В первой половине XIX века жил и творил русский писатель, один из основоположников русского исторического романа, Иван Иванович Лажечников, современник Пушкина. Кстати, с Пушкиным они поддерживали знакомство и даже были в переписке. Пушкин очень высоко отзывался о первом романе Лажечникова «Последний Новик». В советское время «Последний Новик» был напечатан в 1983 году в серии «Обмен макулатуры на литературу» тиражом в 3 млн. экземпляров и был во многих советских семьях.
Второй роман «Ледяной дом» уже вызвал разногласия между Пушкиным и Лажечниковым. Они с противоположной стороны оценивали таких исторических героев, как Бирон, Волынский и поэт Тредиаковский. Лажечников идеализировал кабинет-министра Волынской, изображая его русским патриотом, борющимся с немцем Бироном. Пушкин не был согласен с этой концепцией.
В свое время Лажечникова называли русским Вальтер Скоттом, но это было скорее авансом.
Кроме исторических романов Лажечников оставил серию воспоминаний, одну любопытную цитату из которых я хочу привести.
Касается она быта белорусов того времени
Не говорю о белорусах*. Перед ними велирус и малорус смотрят барином. Зато кем не загнан был белорусский мужичок? и войной, и арендаторами, и жидами, и всем, что его окружает.

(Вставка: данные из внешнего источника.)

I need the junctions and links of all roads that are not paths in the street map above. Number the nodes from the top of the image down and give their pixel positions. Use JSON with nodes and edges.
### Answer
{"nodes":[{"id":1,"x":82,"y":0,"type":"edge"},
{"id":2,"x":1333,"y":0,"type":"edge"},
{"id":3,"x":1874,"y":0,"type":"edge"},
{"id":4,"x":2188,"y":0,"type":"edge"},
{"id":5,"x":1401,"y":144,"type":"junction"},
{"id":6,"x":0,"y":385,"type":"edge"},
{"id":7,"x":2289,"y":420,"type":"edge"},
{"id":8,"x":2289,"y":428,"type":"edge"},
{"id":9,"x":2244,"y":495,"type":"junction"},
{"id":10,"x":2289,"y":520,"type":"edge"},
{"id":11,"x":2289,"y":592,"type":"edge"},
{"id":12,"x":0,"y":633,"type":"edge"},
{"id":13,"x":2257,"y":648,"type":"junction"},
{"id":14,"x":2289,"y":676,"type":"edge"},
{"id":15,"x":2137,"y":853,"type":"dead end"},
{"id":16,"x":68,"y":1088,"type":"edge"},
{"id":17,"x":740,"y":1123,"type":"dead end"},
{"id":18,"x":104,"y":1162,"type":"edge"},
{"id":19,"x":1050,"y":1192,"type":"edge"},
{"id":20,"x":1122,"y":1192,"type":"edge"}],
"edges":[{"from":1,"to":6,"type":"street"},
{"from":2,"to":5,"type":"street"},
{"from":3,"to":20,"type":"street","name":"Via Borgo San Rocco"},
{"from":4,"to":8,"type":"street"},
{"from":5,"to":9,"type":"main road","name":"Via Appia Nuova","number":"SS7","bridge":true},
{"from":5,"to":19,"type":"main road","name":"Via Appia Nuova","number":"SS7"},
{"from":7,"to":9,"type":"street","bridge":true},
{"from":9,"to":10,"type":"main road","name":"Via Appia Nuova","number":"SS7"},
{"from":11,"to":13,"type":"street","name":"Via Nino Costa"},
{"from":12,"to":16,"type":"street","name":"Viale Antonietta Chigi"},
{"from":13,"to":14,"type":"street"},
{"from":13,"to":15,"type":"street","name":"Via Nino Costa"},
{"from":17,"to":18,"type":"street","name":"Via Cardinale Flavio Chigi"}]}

Он ест обыкновенно хлеб, который великорусский крестьянин, тем менее малорус, не станет ни за что есть, разве в величайший голод (кроме псковитян, на границе Витебской, перенявших эту скудную яству от своих соседей). Это какая-то смесь из одной трети муки и двух третей мякины, род кирпича, которым в степи топят избы. Один помещик, говоря со мною об этом предмете, весьма наивно уверял меня, что, если дадут белорусу хлеб, вкушаемый другою породою людей, он будет болен. Это напомнило мне французов, взятых в плен в зиму 1812 г.; привыкшие питаться палой кониною, они вскоре умирали, как только их насыщали здоровою пищею. В Белоруссии многие владельцы прямо с полей свозят крестьянский хлеб к себе на гумно, будто бы для того, чтобы он не был пропит в корчмах (между тем заботятся об устройстве в своих имениях таких увеселительных домов), а потом выдают в месячину вышереченную смесь. Поверите ли, что один чиновник, ездивший по делам службы в ближайший от Витебска уезд, среди 600 душ одного помещика, не нашел куска чистого русского хлеба, чтоб утолить свой голод. Бывши несколько раз по должности моей в рекрутском присутствии, я видел, с каким удовольствием поставляемый в рекруты слышал над собою отрадный возглас: «лоб!» Он чуял уже в солдатской артели запах чистого русского хлеба. Белорусские крестьяне не считают великим бедствием холеру в сравнении с другим, постоянно их сокрушающим - голодом. Я замечал во время пути моего через Белоруссию, что даже собаки в деревнях не лают на проезжих, а, увидав экипаж или холщовую еврейскую фуру, бегут под заворотню. Аминь.
На тех же страницах о жизни русских крестьян написано не намного лучше, особенно в сравнении с немецкими колонистами Поволжья.
Приводит Лажечников и причину такого состояния:
С грустью видел я контраст их в русских деревнях, бок о бок с ними встречавшихся. Надо и то сказать: в одних жили люди свободные, собственники, огражденные разными привилегиями и самоуправлением, а в других, большею частью, люди отупевшие под разным гнетом.
Сейчас в Беларуси с хлебом все в порядке. А когда произошли изменения? С отменой крепостного права или уже в XX веке?